-- ABOUT THIS EXERCISE --
Please copy out the entries exactly, skipping any pictures.

SUPPLIED ENTRIES below:

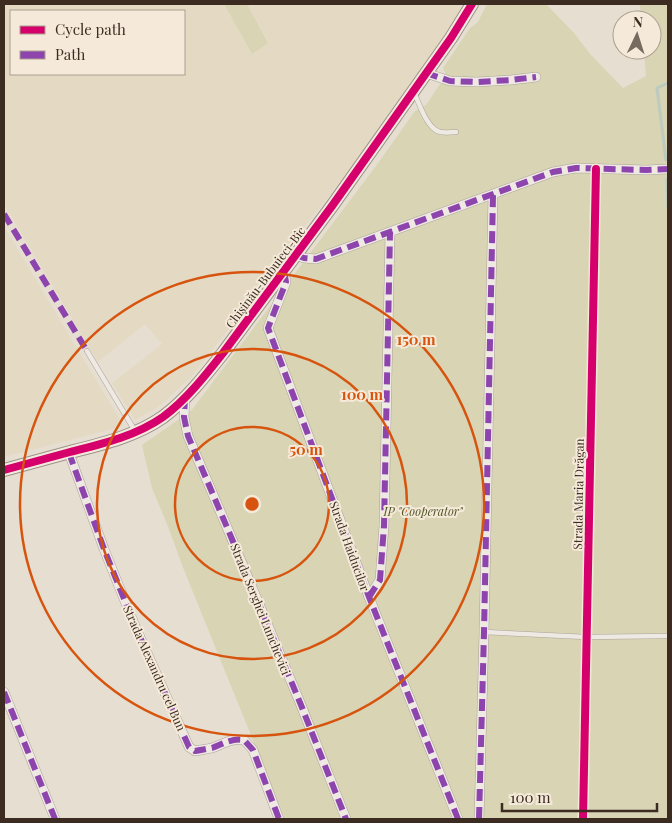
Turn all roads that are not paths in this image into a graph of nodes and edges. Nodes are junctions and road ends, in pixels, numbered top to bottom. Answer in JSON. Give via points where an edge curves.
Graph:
{"nodes":[{"id":1,"x":472,"y":4,"type":"edge"},
{"id":2,"x":426,"y":73,"type":"junction"},
{"id":3,"x":536,"y":77,"type":"dead end"},
{"id":4,"x":414,"y":91,"type":"junction"},
{"id":5,"x":456,"y":132,"type":"dead end"},
{"id":6,"x":596,"y":169,"type":"junction"},
{"id":7,"x":668,"y":169,"type":"edge"},
{"id":8,"x":493,"y":195,"type":"junction"},
{"id":9,"x":390,"y":233,"type":"junction"},
{"id":10,"x":296,"y":255,"type":"junction"},
{"id":11,"x":284,"y":272,"type":"junction"},
{"id":12,"x":87,"y":351,"type":"dead end"},
{"id":13,"x":185,"y":397,"type":"junction"},
{"id":14,"x":135,"y":432,"type":"junction"},
{"id":15,"x":69,"y":453,"type":"junction"},
{"id":16,"x":4,"y":470,"type":"edge"},
{"id":17,"x":369,"y":597,"type":"junction"},
{"id":18,"x":484,"y":632,"type":"junction"},
{"id":19,"x":668,"y":636,"type":"edge"},
{"id":20,"x":586,"y":637,"type":"junction"},
{"id":21,"x":4,"y":692,"type":"edge"},
{"id":22,"x":55,"y":819,"type":"edge"},
{"id":23,"x":279,"y":819,"type":"edge"},
{"id":24,"x":346,"y":819,"type":"edge"},
{"id":25,"x":458,"y":819,"type":"edge"},
{"id":26,"x":480,"y":819,"type":"edge"},
{"id":27,"x":583,"y":819,"type":"edge"}],
"edges":[{"from":1,"to":2,"type":"street","name":"Chișinău-Bubuieci-Bîc"},
{"from":2,"to":3,"type":"street","via":[[450,81],[477,82]]},
{"from":2,"to":4,"type":"street","name":"Chișinău-Bubuieci-Bîc"},
{"from":4,"to":5,"type":"lane","via":[[433,128],[440,132]]},
{"from":4,"to":10,"type":"street","name":"Chișinău-Bubuieci-Bîc"},
{"from":6,"to":7,"type":"street"},
{"from":6,"to":8,"type":"street","via":[[553,172]]},
{"from":6,"to":20,"type":"street","name":"Strada Maria Drăgan"},
{"from":8,"to":9,"type":"street"},
{"from":8,"to":18,"type":"street"},
{"from":9,"to":10,"type":"street","via":[[316,259]]},
{"from":9,"to":17,"type":"street","via":[[384,526],[380,580]]},
{"from":10,"to":11,"type":"street","name":"Chișinău-Bubuieci-Bîc"},
{"from":11,"to":13,"type":"street","name":"Chișinău-Bubuieci-Bîc"},
{"from":11,"to":17,"type":"street","name":"Strada Haiducilor","via":[[286,282],[268,328]]},
{"from":12,"to":14,"type":"lane"},
{"from":13,"to":14,"type":"street","name":"Chișinău-Bubuieci-Bîc","via":[[162,418]]},
{"from":13,"to":24,"type":"street","name":"Strada Serghei Lunchevici","via":[[188,436]]},
{"from":14,"to":15,"type":"street","name":"Chișinău-Bubuieci-Bîc"},
{"from":15,"to":16,"type":"street","name":"Chișinău-Bubuieci-Bîc"},
{"from":15,"to":23,"type":"street","name":"Strada Alexandru cel Bun","via":[[135,626],[189,746],[195,751],[226,741],[244,740],[254,750]]},
{"from":17,"to":25,"type":"street","name":"Strada Haiducilor"},
{"from":18,"to":20,"type":"lane"},
{"from":18,"to":26,"type":"street"},
{"from":19,"to":20,"type":"lane"},
{"from":20,"to":27,"type":"street","name":"Strada Maria Drăgan"},
{"from":21,"to":22,"type":"street"}]}
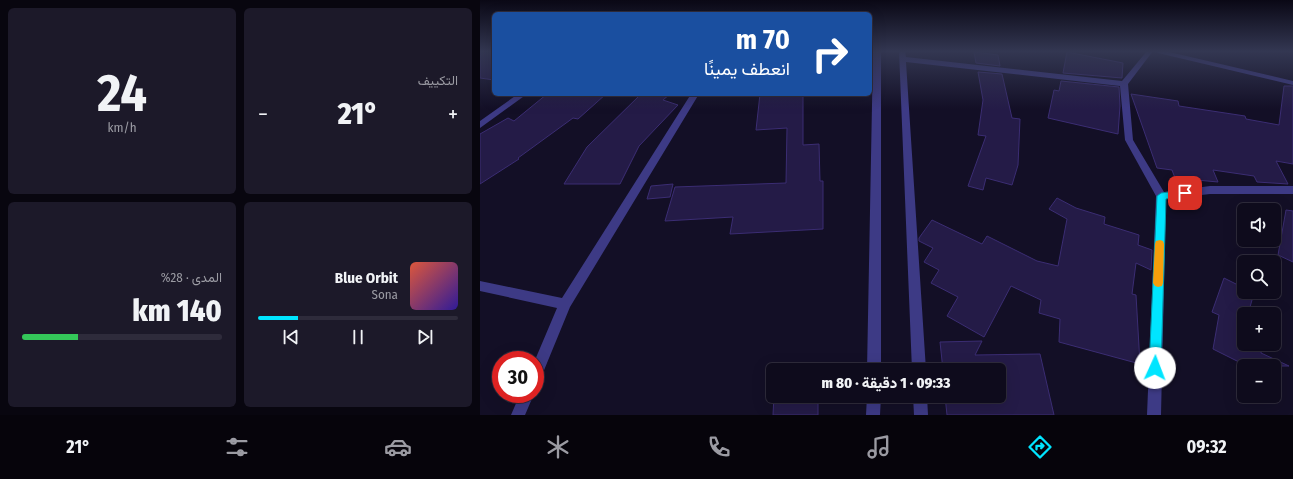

End of SUPPLIED ENTRIES.

-- RESPONSE --
Turn all roads that are not paths in this image into a graph of nodes and edges. Nodes are junctions and road ends, in pixels, numbered top to bottom. Answer in JSON. Give via points where an edge curves.
Graph:
{"nodes":[{"id":1,"x":472,"y":4,"type":"edge"},
{"id":2,"x":426,"y":73,"type":"junction"},
{"id":3,"x":536,"y":77,"type":"dead end"},
{"id":4,"x":414,"y":91,"type":"junction"},
{"id":5,"x":456,"y":132,"type":"dead end"},
{"id":6,"x":596,"y":169,"type":"junction"},
{"id":7,"x":668,"y":169,"type":"edge"},
{"id":8,"x":493,"y":195,"type":"junction"},
{"id":9,"x":390,"y":233,"type":"junction"},
{"id":10,"x":296,"y":255,"type":"junction"},
{"id":11,"x":284,"y":272,"type":"junction"},
{"id":12,"x":87,"y":351,"type":"dead end"},
{"id":13,"x":185,"y":397,"type":"junction"},
{"id":14,"x":135,"y":432,"type":"junction"},
{"id":15,"x":69,"y":453,"type":"junction"},
{"id":16,"x":4,"y":470,"type":"edge"},
{"id":17,"x":369,"y":597,"type":"junction"},
{"id":18,"x":484,"y":632,"type":"junction"},
{"id":19,"x":668,"y":636,"type":"edge"},
{"id":20,"x":586,"y":637,"type":"junction"},
{"id":21,"x":4,"y":692,"type":"edge"},
{"id":22,"x":55,"y":819,"type":"edge"},
{"id":23,"x":279,"y":819,"type":"edge"},
{"id":24,"x":346,"y":819,"type":"edge"},
{"id":25,"x":458,"y":819,"type":"edge"},
{"id":26,"x":480,"y":819,"type":"edge"},
{"id":27,"x":583,"y":819,"type":"edge"}],
"edges":[{"from":1,"to":2,"type":"street","name":"Chișinău-Bubuieci-Bîc"},
{"from":2,"to":3,"type":"street","via":[[450,81],[477,82]]},
{"from":2,"to":4,"type":"street","name":"Chișinău-Bubuieci-Bîc"},
{"from":4,"to":5,"type":"lane","via":[[433,128],[440,132]]},
{"from":4,"to":10,"type":"street","name":"Chișinău-Bubuieci-Bîc"},
{"from":6,"to":7,"type":"street"},
{"from":6,"to":8,"type":"street","via":[[553,172]]},
{"from":6,"to":20,"type":"street","name":"Strada Maria Drăgan"},
{"from":8,"to":9,"type":"street"},
{"from":8,"to":18,"type":"street"},
{"from":9,"to":10,"type":"street","via":[[316,259]]},
{"from":9,"to":17,"type":"street","via":[[384,526],[380,580]]},
{"from":10,"to":11,"type":"street","name":"Chișinău-Bubuieci-Bîc"},
{"from":11,"to":13,"type":"street","name":"Chișinău-Bubuieci-Bîc"},
{"from":11,"to":17,"type":"street","name":"Strada Haiducilor","via":[[286,282],[268,328]]},
{"from":12,"to":14,"type":"lane"},
{"from":13,"to":14,"type":"street","name":"Chișinău-Bubuieci-Bîc","via":[[162,418]]},
{"from":13,"to":24,"type":"street","name":"Strada Serghei Lunchevici","via":[[188,436]]},
{"from":14,"to":15,"type":"street","name":"Chișinău-Bubuieci-Bîc"},
{"from":15,"to":16,"type":"street","name":"Chișinău-Bubuieci-Bîc"},
{"from":15,"to":23,"type":"street","name":"Strada Alexandru cel Bun","via":[[135,626],[189,746],[195,751],[226,741],[244,740],[254,750]]},
{"from":17,"to":25,"type":"street","name":"Strada Haiducilor"},
{"from":18,"to":20,"type":"lane"},
{"from":18,"to":26,"type":"street"},
{"from":19,"to":20,"type":"lane"},
{"from":20,"to":27,"type":"street","name":"Strada Maria Drăgan"},
{"from":21,"to":22,"type":"street"}]}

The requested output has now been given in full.